Irgendwann blickt jeder zurück, um Bilanz zu ziehen, auch wenn es nur dem eigenen Erkenntnisprozess dienlich ist. Im Augenblick habe ich nämlich „Kunstpause“ und gestatte mir, diese für einen langen Blick über die Schulter zu nutzen.
Zunächst frage ich mich etwas verwirrt, wie konnte es dazu kommen, dass ich derzeit diesen unbändigen Drang zum Malen oder Schreiben richtiger Bücher nicht verspüre, dass mir die Lust zum Klavierspielen abhanden gekommen zu sein scheint?
In den letzten zehn Jahren war ich meistens ununterbrochen getrieben, etwas herzustellen. Mein Kopf war stets so voll, dass die Produkte, die ich kreierte, en masse unseren Wohnraum füllen, den Computer aus allen Nähten platzen ließ und die Leser meiner Online-Bücher, vermutlich sehr überfordert. Meine Diskutierfreudigkeit und meine diversen Initiativen für Gemeinschaftswerke ist vielleicht auch nicht gerade als maßvoll zu bezeichnen, was noch sehr milde ausgedrückt ist.

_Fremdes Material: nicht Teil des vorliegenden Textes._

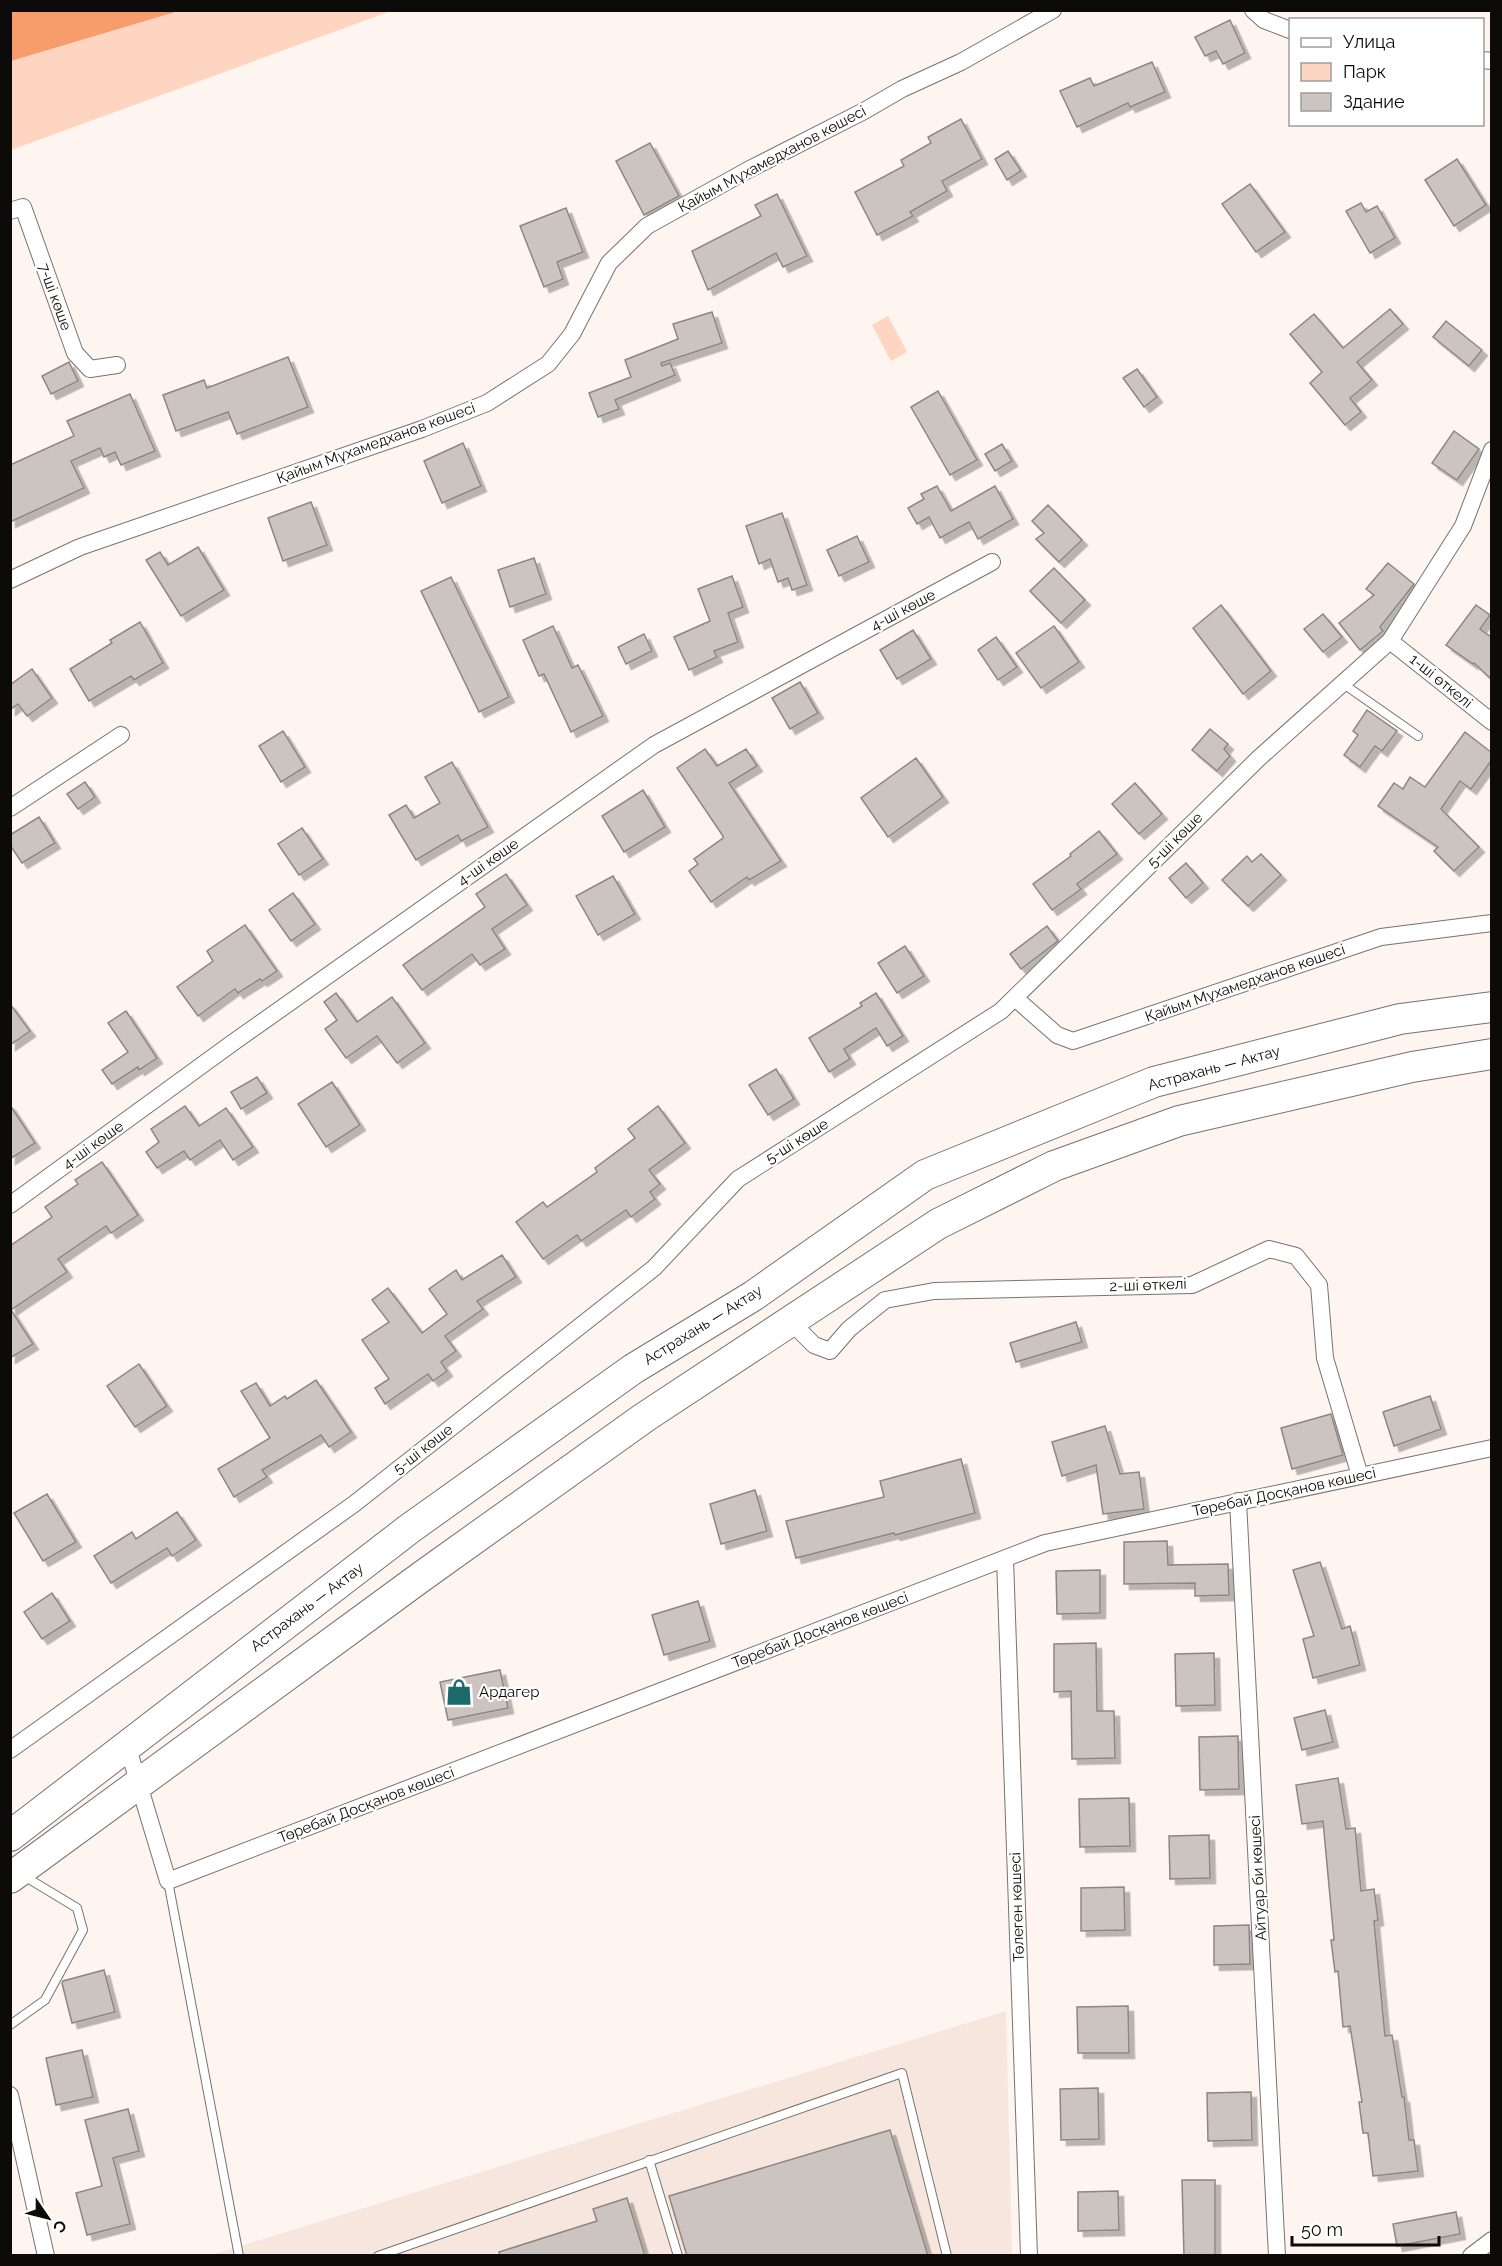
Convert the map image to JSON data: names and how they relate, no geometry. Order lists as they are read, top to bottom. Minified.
{"streets":{"highway":["Астрахань — Актау"],"street":["Қайым Мұхамедханов көшесi","7-шi көше","4-шi көше","1-ші өткелі","5-шi көше","2-ші өткелі","Төребай Досқанов көшесі","Айтуар би көшесі","Төлеген көшесі"]},"crossings":[["Қайым Мұхамедханов көшесi","5-шi көше"],["1-ші өткелі","5-шi көше"],["2-ші өткелі","Төребай Досқанов көшесі"],["Төребай Досқанов көшесі","Айтуар би көшесі"],["Төребай Досқанов көшесі","Төлеген көшесі"]],"places":{"shop":["Ардагер"]},"legend":["Улица","Парк","Здание"],"scale_bar":"50 m","north":"bottom right"}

Aus meinem Unterbewusstsein ruft seit geraumer Zeit eine Stimme:
„Halte dich zurück!“ Zumindest glaube ich, sie so oder ähnlich vernommen zu haben. Übereifer schadet nur, sage ich mir und zeige mich einsichtig.
„Vielleicht muss man auch mit der Kreativität behutsamer, maßvoller umgehen?“ frage ich mich nun etwas verunsichert.
Doch was hätte ich besser machen sollen? Weniger schreiben, weniger malen, Klavier, Klavier sein lassen? Scheibchenweise etwas herauslassen aus meiner überfüllten Birne? Nein, das funktioniert so nicht. Wenn man innerlich getrieben wird, die eigene Kraft arbeitet, um zu gebären, dann kann man hier nichts aufhalten. Das wäre gegen die Natur.

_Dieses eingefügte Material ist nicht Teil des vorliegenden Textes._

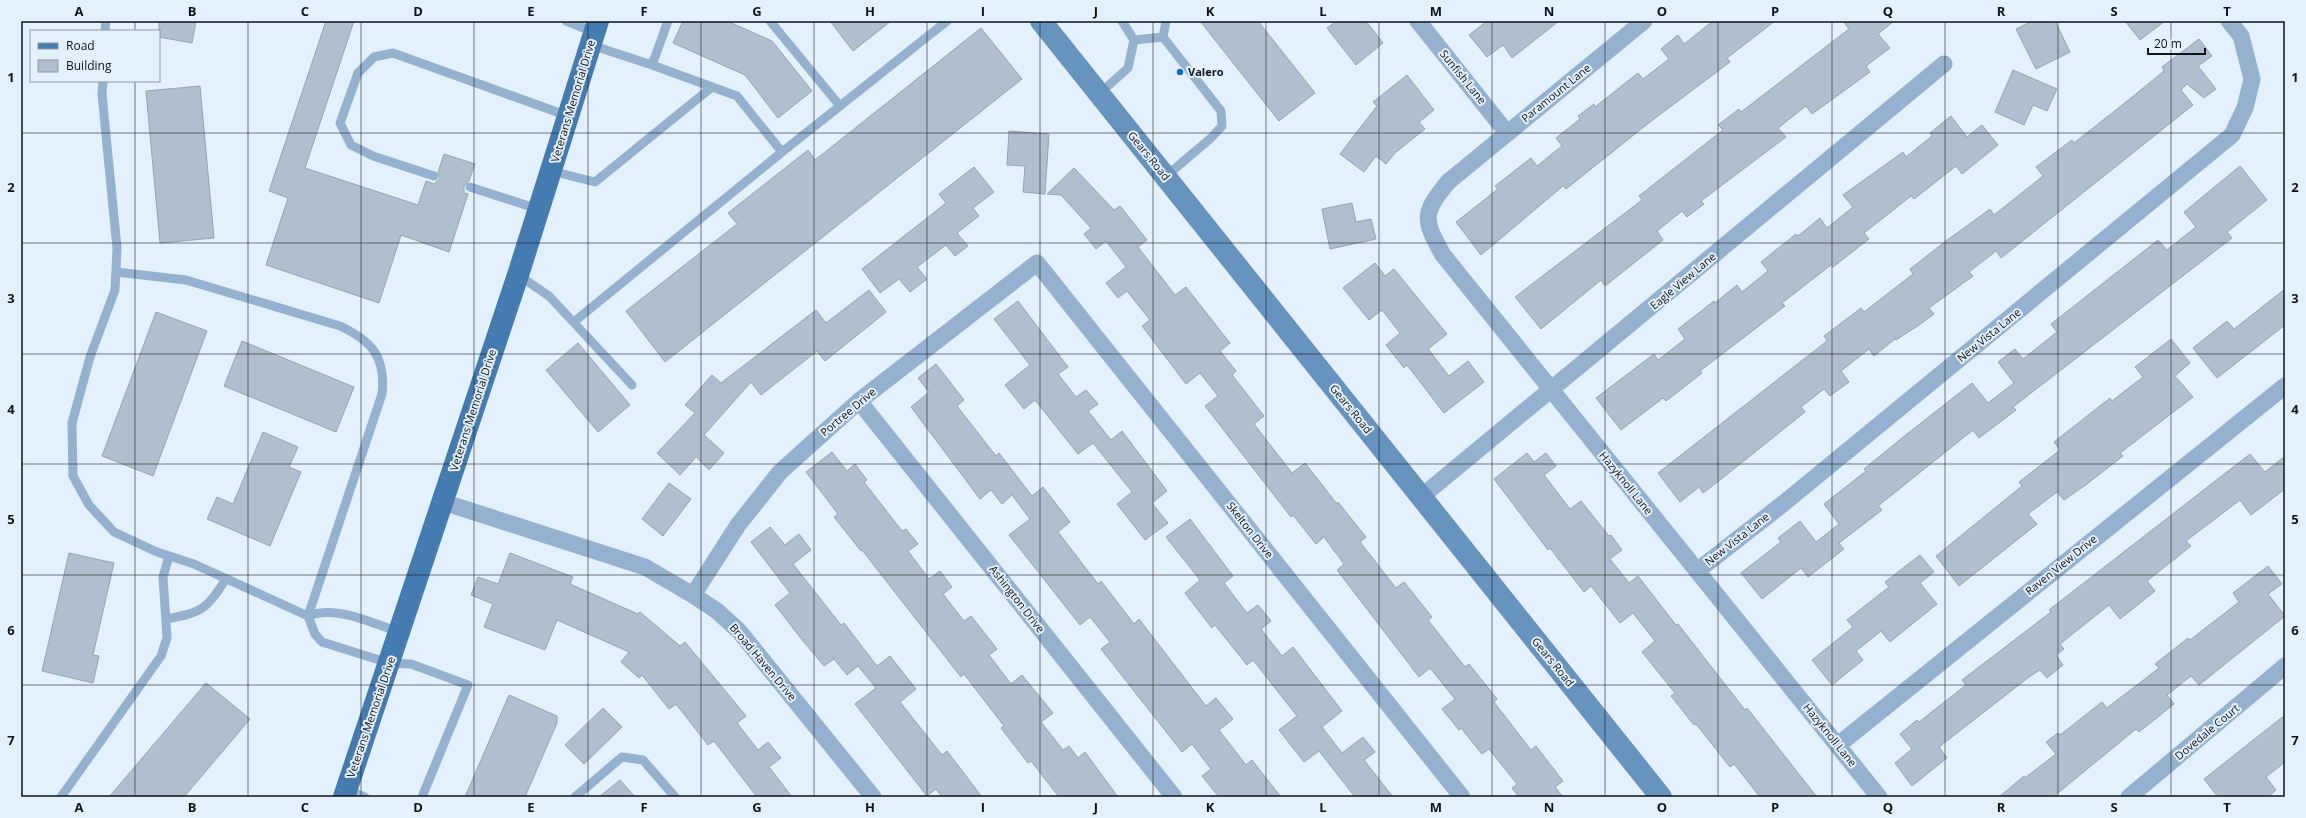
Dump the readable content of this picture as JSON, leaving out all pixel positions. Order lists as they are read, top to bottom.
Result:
{
  "streets": {
    "main road": ["Veterans Memorial Drive", "Gears Road"],
    "street": [
      "Sunfish Lane",
      "Paramount Lane",
      "Eagle View Lane",
      "New Vista Lane",
      "Portree Drive",
      "Hazyknoll Lane",
      "Skelton Drive",
      "Raven View Drive",
      "Ashington Drive",
      "Broad Haven Drive",
      "Dovedale Court"
    ]
  },
  "crossings": [
    ["Sunfish Lane", "Paramount Lane"],
    ["Paramount Lane", "Hazyknoll Lane"],
    ["Veterans Memorial Drive", "Broad Haven Drive"],
    ["Gears Road", "Eagle View Lane"],
    ["Eagle View Lane", "Hazyknoll Lane"],
    ["New Vista Lane", "Hazyknoll Lane"],
    ["Portree Drive", "Skelton Drive"],
    ["Portree Drive", "Ashington Drive"],
    ["Portree Drive", "Broad Haven Drive"],
    ["Hazyknoll Lane", "Raven View Drive"]
  ],
  "places": ["Valero"],
  "legend": ["Road", "Building"],
  "scale_bar": "20 m",
  "grid": {
    "columns": [
      "A",
      "B",
      "C",
      "D",
      "E",
      "F",
      "G",
      "H",
      "I",
      "J",
      "K",
      "L",
      "M",
      "N",
      "O",
      "P",
      "Q",
      "R",
      "S",
      "T"
    ],
    "rows": [
      "1",
      "2",
      "3",
      "4",
      "5",
      "6",
      "7"
    ]
  }
}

Ich habe fast 200 Bilder gemalt und mindestens genauso viele Bücher geschrieben. Gut, nicht alle Bücher sind wirklich Bücher, sie enthalten Gedichte und Kurzgeschichten, weniger als 20 Seiten aber es sind auch Bücher dabei, die die Bezeichnung ein Buch zu sein, verdienen. In ihnen habe ich mein Leben aufgearbeitet und die historische Zeit einer anderen Gesellschaftsordnung mit meinen Erfahrungen belegt, ich habe meine Gefühlswelt bedichtet und illustriert und ich habe Kunstfiguren geschaffen, die mich selber am allermeisten erfreuen und erheitern: die „Mondgenies“, meine „Moni“, die „Wally“ und auch die „Susi am Herd“.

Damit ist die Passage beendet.